** Work required **
Where does the word "Straße" occur in the data below? Copy each line that holds it.

Stored dataset items
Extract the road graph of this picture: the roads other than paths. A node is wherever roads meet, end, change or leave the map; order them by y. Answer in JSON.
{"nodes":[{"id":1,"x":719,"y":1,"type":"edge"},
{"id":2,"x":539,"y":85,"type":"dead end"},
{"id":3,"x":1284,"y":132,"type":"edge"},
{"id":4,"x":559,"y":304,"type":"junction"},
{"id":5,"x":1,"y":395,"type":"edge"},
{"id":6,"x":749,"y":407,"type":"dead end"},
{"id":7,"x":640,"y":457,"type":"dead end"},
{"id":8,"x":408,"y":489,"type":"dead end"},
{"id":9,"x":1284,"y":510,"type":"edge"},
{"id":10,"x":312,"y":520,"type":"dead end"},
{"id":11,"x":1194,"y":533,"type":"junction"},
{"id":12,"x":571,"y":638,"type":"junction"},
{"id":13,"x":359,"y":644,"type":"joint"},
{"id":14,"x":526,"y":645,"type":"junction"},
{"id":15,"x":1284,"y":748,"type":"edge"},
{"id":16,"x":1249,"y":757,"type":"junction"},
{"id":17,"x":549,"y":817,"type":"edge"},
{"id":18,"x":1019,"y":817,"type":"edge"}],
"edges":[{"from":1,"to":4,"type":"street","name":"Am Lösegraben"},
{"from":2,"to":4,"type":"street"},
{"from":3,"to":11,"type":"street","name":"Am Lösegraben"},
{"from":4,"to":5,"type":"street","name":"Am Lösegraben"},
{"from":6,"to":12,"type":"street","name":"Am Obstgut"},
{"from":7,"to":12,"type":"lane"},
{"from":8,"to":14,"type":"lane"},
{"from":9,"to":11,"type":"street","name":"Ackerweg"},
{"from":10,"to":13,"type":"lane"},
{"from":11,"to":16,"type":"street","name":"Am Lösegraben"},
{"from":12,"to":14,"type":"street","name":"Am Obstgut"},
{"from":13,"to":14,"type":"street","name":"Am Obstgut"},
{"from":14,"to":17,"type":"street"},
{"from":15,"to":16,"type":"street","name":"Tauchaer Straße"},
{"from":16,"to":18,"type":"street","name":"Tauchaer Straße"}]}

** Exercise result **
{"from":15,"to":16,"type":"street","name":"Tauchaer Straße"},
{"from":16,"to":18,"type":"street","name":"Tauchaer Straße"}]}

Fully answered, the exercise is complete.